Ainsi des neurologues constatent que des patients atteints de démence sénile se mettent à accéder à des compétences artistiques exceptionnelles. La conscience de soi a été totalement altérée et c’est « un autre individu » qu’ils ont en face d’eux. On est bien passé d’une personnalité à une autre. Ils pensent et « fonctionnent » différemment suite à une « réorganisation de leur activité cérébrale » selon le neurologue Berit Brogaard. L’un des cas les plus célèbres est celui de Kim Peek, la personne qui servit d’inspiration pour la réalisation du film “Rain Man” en 1988. Dans la vie réelle, Peek est né avec une macrocéphalie et des dommages permanents dans le cerveau. Malgré cela, doté d’une mémoire eidétique, il se souvenait de 98% des 12 mille livres qu’il avait lus. Il pouvait aussi lire deux pages simultanément, une avec chaque œil et il mettait à peine 8 secondes à le faire. Pourtant, son coefficient intellectuel était inférieur à celui d’une personne normale et il savait à peine comment boutonner sa chemise. Pour Darold Treffert, un éminent psychiatre spécialisé dans les troubles autistiques « une personne peut s’épanouir instantanément en un savant, et personne ne sait pourquoi ».

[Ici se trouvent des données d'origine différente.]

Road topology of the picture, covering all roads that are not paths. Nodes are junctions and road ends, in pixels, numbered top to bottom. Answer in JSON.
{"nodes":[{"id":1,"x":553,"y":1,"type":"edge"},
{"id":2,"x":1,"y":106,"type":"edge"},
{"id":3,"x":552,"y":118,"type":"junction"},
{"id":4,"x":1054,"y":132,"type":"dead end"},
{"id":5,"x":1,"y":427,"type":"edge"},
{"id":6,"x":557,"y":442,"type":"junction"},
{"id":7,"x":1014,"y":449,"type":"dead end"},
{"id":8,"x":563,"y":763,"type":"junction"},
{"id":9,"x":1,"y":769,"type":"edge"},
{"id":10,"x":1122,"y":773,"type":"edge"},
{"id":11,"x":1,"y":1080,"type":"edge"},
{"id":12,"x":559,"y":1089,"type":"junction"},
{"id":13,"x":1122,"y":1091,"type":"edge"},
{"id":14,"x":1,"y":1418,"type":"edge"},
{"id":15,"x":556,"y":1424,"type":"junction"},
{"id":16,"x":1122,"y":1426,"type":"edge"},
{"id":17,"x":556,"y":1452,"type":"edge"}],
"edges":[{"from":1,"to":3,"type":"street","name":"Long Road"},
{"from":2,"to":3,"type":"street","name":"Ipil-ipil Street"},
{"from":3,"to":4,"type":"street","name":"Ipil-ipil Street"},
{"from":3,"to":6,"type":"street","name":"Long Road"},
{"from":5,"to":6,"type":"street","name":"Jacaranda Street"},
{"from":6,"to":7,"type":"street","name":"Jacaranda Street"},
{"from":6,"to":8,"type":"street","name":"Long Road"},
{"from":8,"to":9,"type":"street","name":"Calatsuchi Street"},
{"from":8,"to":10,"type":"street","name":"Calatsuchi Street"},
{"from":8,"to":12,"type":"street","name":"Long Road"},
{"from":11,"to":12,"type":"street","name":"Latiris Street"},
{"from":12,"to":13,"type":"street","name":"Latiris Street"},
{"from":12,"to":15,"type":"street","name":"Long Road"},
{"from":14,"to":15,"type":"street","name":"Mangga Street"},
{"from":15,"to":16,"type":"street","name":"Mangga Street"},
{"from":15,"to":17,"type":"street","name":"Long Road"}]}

De son côté, Jacques Soustallier s’est intéressé à la question de savoir si ses patients « fonctionnent » différemment, peut-on revenir en arrière ? Peut-on faire cohabiter deux personnalités ? Il s’est interrogé sur le phénomène des personnalités multiples et des autistes « savants » en étudiant le cas de Daniel Tammet. Ces personnalités aux capacités absolument hors normes interrogent toujours la communauté scientifique et médicale dont une grande majorité a été bouleversée d’apprendre les expériences en cours de l’IRTN de Lausanne. Le neurologue qui vient de démarrer un protocole de tests se retranche sur le fait qu’il ne travaille qu’avec des volontaires dans le but d’améliorer leur conscience d’eux-mêmes et « normaliser » à terme leurs relations sociales. Ses adversaires, très virulents, l’accusent d’expériences de « dépersonnalisation » de l’individu, dignes d’un Mengele.  Le neurologue ne semble pas devoir céder à la pression de ses adversaires, parlant de chasse aux sorcières. Lors d’une interview qui a mis le feu aux poudres, il raconte le désespoir des soldats de retour d’opération, des anciens combattants, des hommes ou des femmes qui ont été confrontés à des scènes traumatisantes qui espèrent trouver dans une seconde personnalité l’accès à des sensations, des émotions nouvelles et surtout pour la plupart se découvrir des dons qu’ils ignorent encore. Les moins scandalisés des neurologues se déclarent convaincus que leur confrère joue avec le feu en abusant des espérances des familles qui rêvent de retrouver la personnalité perdue de leurs proches. La justice du canton vient d’être saisie de l’affaire.

Je suis sorti de mon entretien avec le professeur perplexe, avec plus de questions que de réponses tout en me promettant de relire « l’Eloge de la Fuite » d’Henri Laborit, là se nichait sans doute le secret des volontaires.